I remember my grandmother telling me stories of buying a loaf of bread for $4 billion marks back in 1929. Such comparisons are simply quite off the mark, and completely ignore US manufacturing expertise and a knowledge based economy. While the US is not immune to human and domestic problems, the proposition that they can't weather the storm is countered by the strong performance in the wake of severe financial scandals such as Enron, Adelphia, WorldCom, etc. The SEC is not playing with kid gloves, because when the pension fund managers get hurt, everybody takes it on the chin.

Ralph Goodale's handling of the income trust file was hardly helpful, when the market gets information telegraphed to it prior to decision making. After all the stupid stuff that went on in the US, that move was really bone headed.

In short, the proposition that the US is falling on its sword is misplaced.

Posted by: Hans Rupprecht at May 1, 2007 11:09 AM

Wait a second. Wait a second.

Did I miss the talking points memo?

I thought George W. Bush's tax cuts had created the greatest economic growth and miracle since the second world war? I thought they needed to be made permanent to ensure the continued growth? I thought talk of dark economic clouds on the horizon was a liberal media anti-Bush creation?

Clearly, I'm not on the right mailing list.

Ted
Cerberus

Posted by: Ted at May 1, 2007 11:14 AM

prospector

Everything I said was a supported fact. The US deficit in 2006 was 248 billion; the estimate for this year is 172 billion and for next year it is 98 billion.

This is despite the US fighting two wars.

The country's debt to GDP ratio compares well to most other developed countries.

Posted by: chip at May 1, 2007 11:20 AM

No Ted, they didn't. The fuelled an already rampant consumerist economy, maybe unnecessarily, who knows.

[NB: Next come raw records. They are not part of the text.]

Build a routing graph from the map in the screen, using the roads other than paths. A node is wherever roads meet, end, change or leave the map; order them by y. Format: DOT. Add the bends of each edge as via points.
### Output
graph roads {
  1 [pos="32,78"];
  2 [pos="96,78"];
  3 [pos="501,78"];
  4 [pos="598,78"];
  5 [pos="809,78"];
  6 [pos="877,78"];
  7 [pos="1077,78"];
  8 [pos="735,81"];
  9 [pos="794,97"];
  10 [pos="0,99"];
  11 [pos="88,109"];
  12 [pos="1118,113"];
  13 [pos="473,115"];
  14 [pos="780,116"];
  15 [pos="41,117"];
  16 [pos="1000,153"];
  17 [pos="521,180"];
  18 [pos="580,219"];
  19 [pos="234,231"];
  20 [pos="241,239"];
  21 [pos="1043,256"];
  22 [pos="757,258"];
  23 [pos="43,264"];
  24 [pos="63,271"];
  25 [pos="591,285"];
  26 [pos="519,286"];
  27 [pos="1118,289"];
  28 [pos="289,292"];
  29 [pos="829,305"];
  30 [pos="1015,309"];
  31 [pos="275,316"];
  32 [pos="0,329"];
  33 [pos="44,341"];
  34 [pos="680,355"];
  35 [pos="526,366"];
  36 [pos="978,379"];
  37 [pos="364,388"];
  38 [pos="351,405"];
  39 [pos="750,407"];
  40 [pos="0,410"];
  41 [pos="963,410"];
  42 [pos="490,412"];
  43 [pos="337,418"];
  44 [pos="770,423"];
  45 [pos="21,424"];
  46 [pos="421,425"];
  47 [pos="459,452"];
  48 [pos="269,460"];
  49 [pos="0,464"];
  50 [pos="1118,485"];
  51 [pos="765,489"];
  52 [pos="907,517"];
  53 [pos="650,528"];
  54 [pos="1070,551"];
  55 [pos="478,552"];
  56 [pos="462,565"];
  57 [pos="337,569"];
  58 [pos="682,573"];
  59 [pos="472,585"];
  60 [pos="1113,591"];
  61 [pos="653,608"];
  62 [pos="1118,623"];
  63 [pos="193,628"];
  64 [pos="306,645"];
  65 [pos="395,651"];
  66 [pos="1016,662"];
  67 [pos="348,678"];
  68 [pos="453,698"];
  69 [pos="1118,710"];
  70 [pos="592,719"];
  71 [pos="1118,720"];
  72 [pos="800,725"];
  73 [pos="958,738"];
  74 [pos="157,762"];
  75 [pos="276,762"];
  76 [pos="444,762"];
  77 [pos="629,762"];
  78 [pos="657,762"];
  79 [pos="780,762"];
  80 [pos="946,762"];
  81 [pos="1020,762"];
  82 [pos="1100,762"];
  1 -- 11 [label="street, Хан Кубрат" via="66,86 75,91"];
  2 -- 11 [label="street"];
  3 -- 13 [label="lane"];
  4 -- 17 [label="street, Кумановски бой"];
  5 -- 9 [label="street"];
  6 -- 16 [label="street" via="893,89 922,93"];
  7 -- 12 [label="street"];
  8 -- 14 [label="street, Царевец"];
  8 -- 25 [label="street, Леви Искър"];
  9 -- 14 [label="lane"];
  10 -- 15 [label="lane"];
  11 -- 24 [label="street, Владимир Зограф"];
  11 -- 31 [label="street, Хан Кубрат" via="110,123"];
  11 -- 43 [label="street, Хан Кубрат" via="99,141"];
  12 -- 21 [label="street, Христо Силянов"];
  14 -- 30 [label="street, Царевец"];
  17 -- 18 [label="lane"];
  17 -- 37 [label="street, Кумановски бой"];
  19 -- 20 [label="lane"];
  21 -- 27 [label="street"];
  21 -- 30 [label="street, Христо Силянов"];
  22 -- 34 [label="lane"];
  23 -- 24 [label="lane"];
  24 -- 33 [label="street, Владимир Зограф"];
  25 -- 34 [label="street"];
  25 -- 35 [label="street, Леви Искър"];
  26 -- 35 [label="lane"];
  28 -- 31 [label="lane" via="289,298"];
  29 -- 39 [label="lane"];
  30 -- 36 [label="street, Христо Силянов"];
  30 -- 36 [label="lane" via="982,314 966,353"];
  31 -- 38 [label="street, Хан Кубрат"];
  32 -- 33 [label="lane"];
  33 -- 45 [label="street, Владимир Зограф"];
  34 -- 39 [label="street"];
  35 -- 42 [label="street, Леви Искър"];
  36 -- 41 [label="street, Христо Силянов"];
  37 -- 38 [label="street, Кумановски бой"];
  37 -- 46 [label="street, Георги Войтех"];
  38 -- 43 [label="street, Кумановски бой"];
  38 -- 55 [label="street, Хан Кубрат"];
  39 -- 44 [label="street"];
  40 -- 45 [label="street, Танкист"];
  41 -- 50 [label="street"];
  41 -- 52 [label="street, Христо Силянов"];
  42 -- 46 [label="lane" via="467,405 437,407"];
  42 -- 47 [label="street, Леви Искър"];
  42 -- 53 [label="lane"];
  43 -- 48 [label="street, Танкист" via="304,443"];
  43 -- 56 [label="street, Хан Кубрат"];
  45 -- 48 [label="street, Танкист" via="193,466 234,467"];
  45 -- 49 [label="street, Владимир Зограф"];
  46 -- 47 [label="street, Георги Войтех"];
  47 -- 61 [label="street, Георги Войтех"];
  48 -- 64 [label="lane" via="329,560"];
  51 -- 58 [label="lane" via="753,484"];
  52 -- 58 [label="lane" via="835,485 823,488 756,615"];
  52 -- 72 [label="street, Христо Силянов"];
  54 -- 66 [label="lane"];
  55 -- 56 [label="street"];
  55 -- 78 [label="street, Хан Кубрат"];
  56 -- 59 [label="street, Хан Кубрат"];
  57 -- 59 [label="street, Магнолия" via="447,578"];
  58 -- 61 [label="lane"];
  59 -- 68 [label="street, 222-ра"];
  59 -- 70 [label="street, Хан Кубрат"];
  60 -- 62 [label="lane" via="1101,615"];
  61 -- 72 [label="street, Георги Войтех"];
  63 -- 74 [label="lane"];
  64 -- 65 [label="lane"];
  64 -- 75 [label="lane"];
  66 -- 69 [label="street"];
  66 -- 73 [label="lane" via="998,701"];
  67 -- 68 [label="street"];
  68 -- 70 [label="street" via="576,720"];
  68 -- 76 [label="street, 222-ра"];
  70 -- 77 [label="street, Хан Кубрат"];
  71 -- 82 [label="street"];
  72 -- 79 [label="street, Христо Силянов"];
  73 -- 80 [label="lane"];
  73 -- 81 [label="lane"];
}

I have been bearish on US stocks for years, just my opinion, preferring high quality Cdn dividend stocks. Maybe you don't make a killing on oil, but nearly double your money in four years is OK with me.

Going forward here, real estate could be in early correction, not bubble, like US. Mortgages today are outrageous, but people should assume interest rates going up longterm.

Watch out with those 30 year plus and variable rates, kids, though. Canada still looks good to me, in spite of kyotocultists, and a safe harbour for your money.

Posted by: Shamrock at May 1, 2007 11:32 AM

When folks refer to US manufacturing it's hard not to smile because US manufacturing is mostly a thing of the past. Manufacturing has moved to China and India and other developing countries and it's not coming back anytime soon. The US is now a service economy and that makes things even worse. Increases exports can't bail out the country as they could previously.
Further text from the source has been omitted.